Le déménagement de La Plata à Buenos Aires répresente un grand changement pour Camila, tout comme son entrée dans une école privée. Pourquoi est-ce si différent pour elle ? 

En Argentine, il existe une classe sociale très forte, très consciente des problèmes sociaux et très favorable à l’éducation publique. Une personne qui quitte la capitale, même si elle fait partie de la classe moyenne, subit un changement important. Mais le quartier dans lequel Camila déménage est Recoleta, l’un des plus riches de Buenos Aires. Vous pouvez y vivre comme si vous étiez à la campagne, dans une bulle complétement isolée du monde extérieur. 

Cette évolution vers un environnement plus oppressant et hermétique est également suggérée par des couleurs aseptisées, très éloignées de vos films précédents. 

Nous avons consacré une grande partie de notre travail à trouver la palette de couleurs que l’école devait avoir et à nous assurer que de plus en plus de couleurs apparaissent au fur et à mesure que l’histoire progresse. Lorsqu’ils sortent en club, il fallait un contraste entre l’institution et la fête, entre le gris et la couleur. Nous ne voulions pas de couleurs qui attirent trop l’attention, tout oscille entre les gris et les bleus, des tons plutôt froids. Les institutions sont toujours un peu comme ça, un peu comme une prison, et Camila vient ouvrir le monde extérieur à tous les autres personnages. 

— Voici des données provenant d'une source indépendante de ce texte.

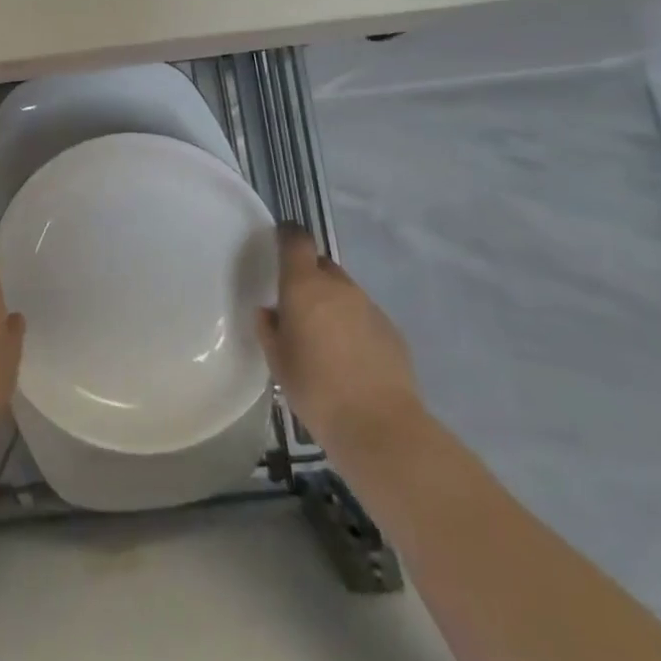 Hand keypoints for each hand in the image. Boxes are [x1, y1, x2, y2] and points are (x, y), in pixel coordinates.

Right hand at [255, 224, 423, 451]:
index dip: (287, 236)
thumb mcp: (277, 360)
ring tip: (324, 338)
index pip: (296, 241)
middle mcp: (338, 286)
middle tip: (297, 306)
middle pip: (321, 265)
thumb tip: (270, 312)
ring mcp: (369, 305)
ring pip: (344, 291)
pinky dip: (353, 325)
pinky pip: (364, 315)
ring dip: (332, 303)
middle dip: (309, 277)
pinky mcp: (391, 328)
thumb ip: (269, 328)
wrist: (378, 424)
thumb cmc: (315, 388)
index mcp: (304, 286)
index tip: (279, 242)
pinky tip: (349, 357) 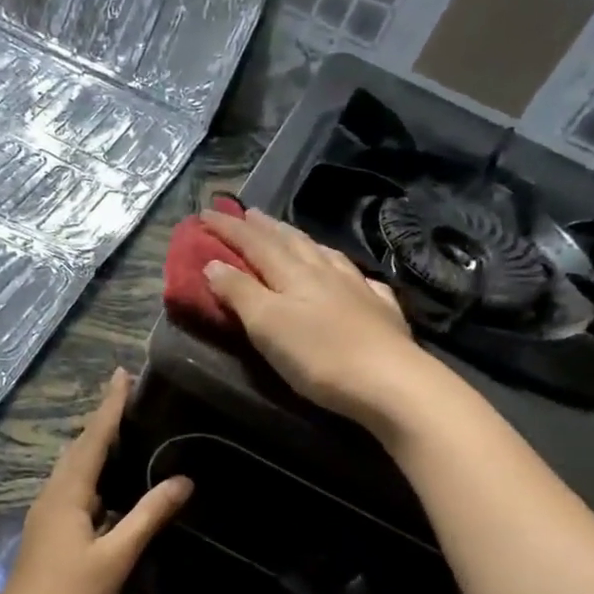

L’équipe de Camila sortira ce soir est composée à 80% de femmes. Dans quelle mesure cela est important pour un film comme celui-ci, qui comporte des scènes de sexe entre deux filles ? 

Il est très différent pour une femme de tourner une scène de sexe avec un homme en face d’elle plutôt qu’avec une femme. Au-delà des raisons évidentes, il est question du regard, de la sensibilité, de la façon dont ces scènes sont faites. Ce sont des choses très subtiles, comment on entre sur le plateau, comment on parle ou comment on place l’équipe de tournage, qui historiquement a presque toujours été composée d’hommes rudes. J’ai entendu Margot Robbie dire qu’elle était très embarassée pendant le tournage du Loup de Wall Street, il y avait 30 hommes autour d’elle pour tourner une scène de masturbation, je trouve cela terrible... Heureusement, les quelques hommes qui faisaient partie de l’équipe de Camila sortira ce soir étaient merveilleux et tout était très harmonieux. Mais je pense que si nous parlons d’un film sur la sexualité, sur les femmes... alors l’équipe doit être en phase avec cela. Je sais qu’il y a des réalisateurs qui ont des méthodes extrêmes pour obtenir le meilleur de leurs acteurs, mais ce n’est pas mon cas. J’aime travailler à partir de l’harmonie, du dialogue. Pour moi, le tournage est le moment le plus joyeux de ma vie, lorsque je fais ce que j’aime le plus au monde, c’est-à-dire écrire et réaliser.